*EXERCISE DIRECTIONS*.
Below are some records: retype them all exactly, but not the pictures.

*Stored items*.

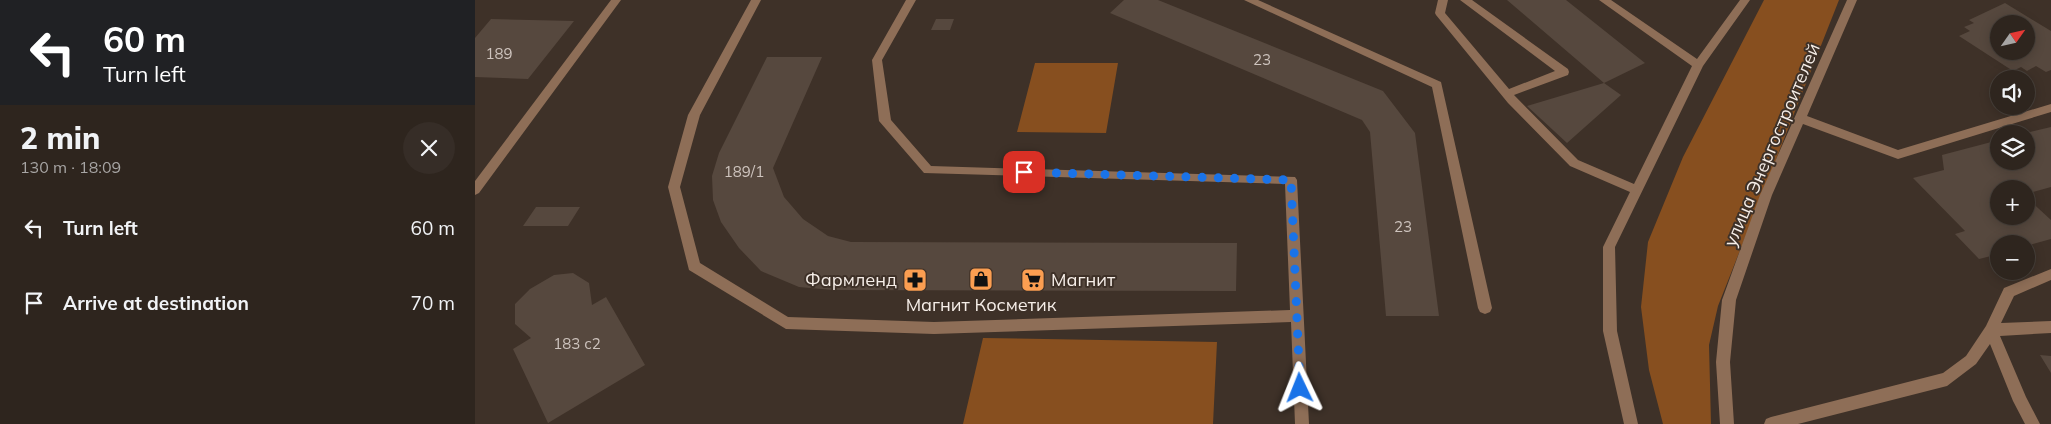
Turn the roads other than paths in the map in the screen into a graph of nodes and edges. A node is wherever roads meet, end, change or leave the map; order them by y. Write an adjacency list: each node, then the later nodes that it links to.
1 (616, 0): 14 (street)
2 (756, 0): 18 (street)
3 (911, 0): 18 (street)
4 (1249, 0): 17 (street)
5 (1443, 0): 11 (street)
6 (1465, 0): 11 (street)
7 (1604, 0): 10 (street)
8 (1745, 0): 10 (street)
9 (1852, 0): 13 (street, улица Энергостроителей)
10 (1698, 65): 15 (street)
11 (1507, 94): 15 (street)
12 (2051, 108): 13 (street)
13 (1800, 118): 23 (street, улица Энергостроителей)
14 (475, 190)
15 (1636, 190): 22 (street)
16 (2051, 274): 20 (street)
17 (1485, 308)
18 (1297, 316): 21 (street)
19 (2051, 328): 20 (street)
20 (1991, 330): 24 (street); 25 (street)
21 (1302, 424)
22 (1631, 424)
23 (1727, 424)
24 (1771, 424)
25 (2033, 424)

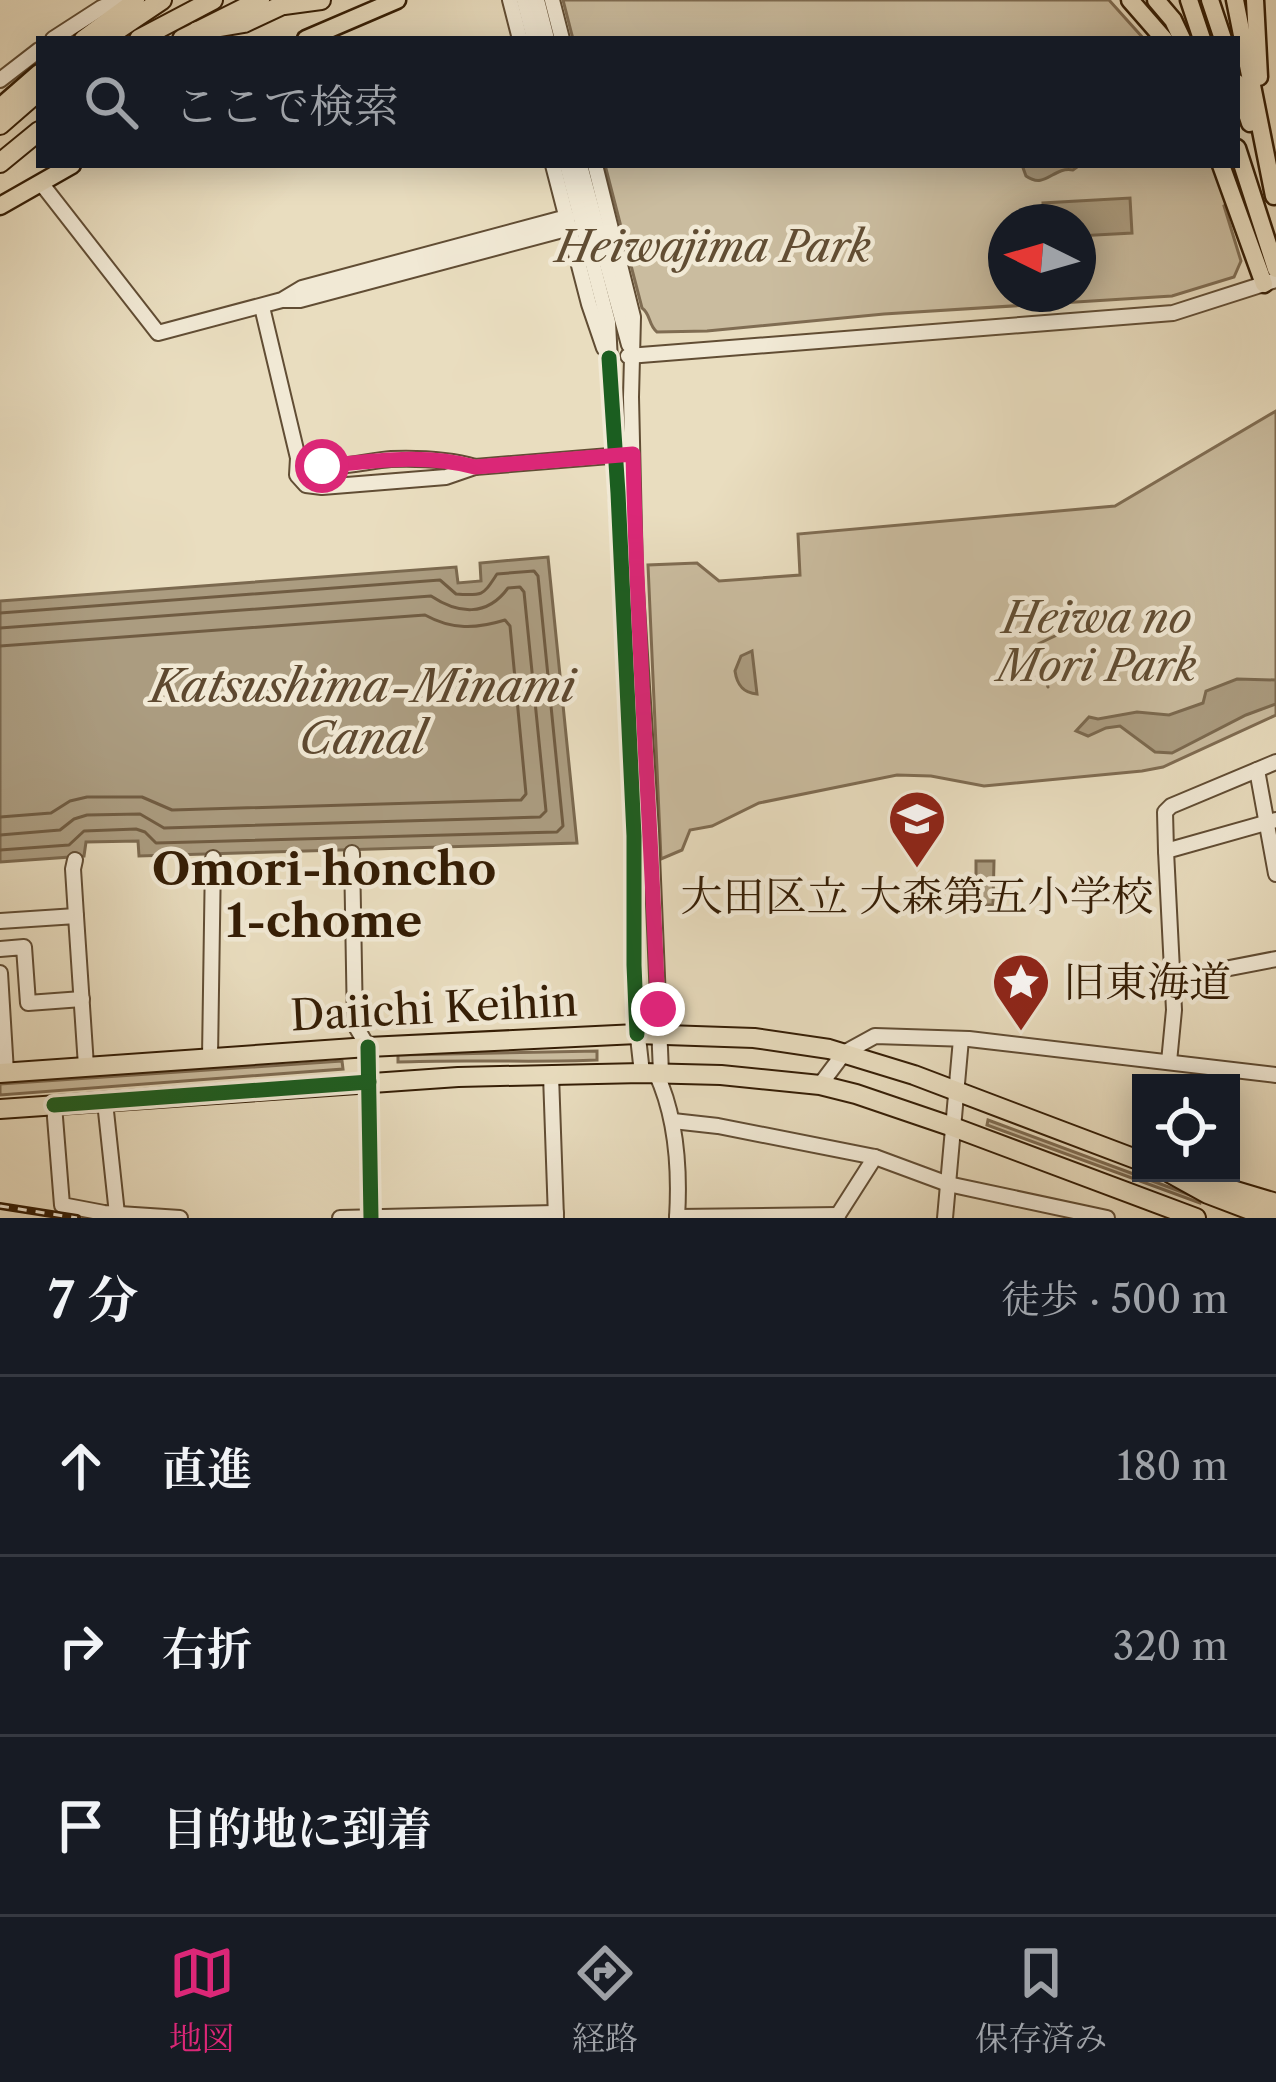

*TASK RESULT*.
Turn the roads other than paths in the map in the screen into a graph of nodes and edges. A node is wherever roads meet, end, change or leave the map; order them by y. Write an adjacency list: each node, then the later nodes that it links to.
1 (616, 0): 14 (street)
2 (756, 0): 18 (street)
3 (911, 0): 18 (street)
4 (1249, 0): 17 (street)
5 (1443, 0): 11 (street)
6 (1465, 0): 11 (street)
7 (1604, 0): 10 (street)
8 (1745, 0): 10 (street)
9 (1852, 0): 13 (street, улица Энергостроителей)
10 (1698, 65): 15 (street)
11 (1507, 94): 15 (street)
12 (2051, 108): 13 (street)
13 (1800, 118): 23 (street, улица Энергостроителей)
14 (475, 190)
15 (1636, 190): 22 (street)
16 (2051, 274): 20 (street)
17 (1485, 308)
18 (1297, 316): 21 (street)
19 (2051, 328): 20 (street)
20 (1991, 330): 24 (street); 25 (street)
21 (1302, 424)
22 (1631, 424)
23 (1727, 424)
24 (1771, 424)
25 (2033, 424)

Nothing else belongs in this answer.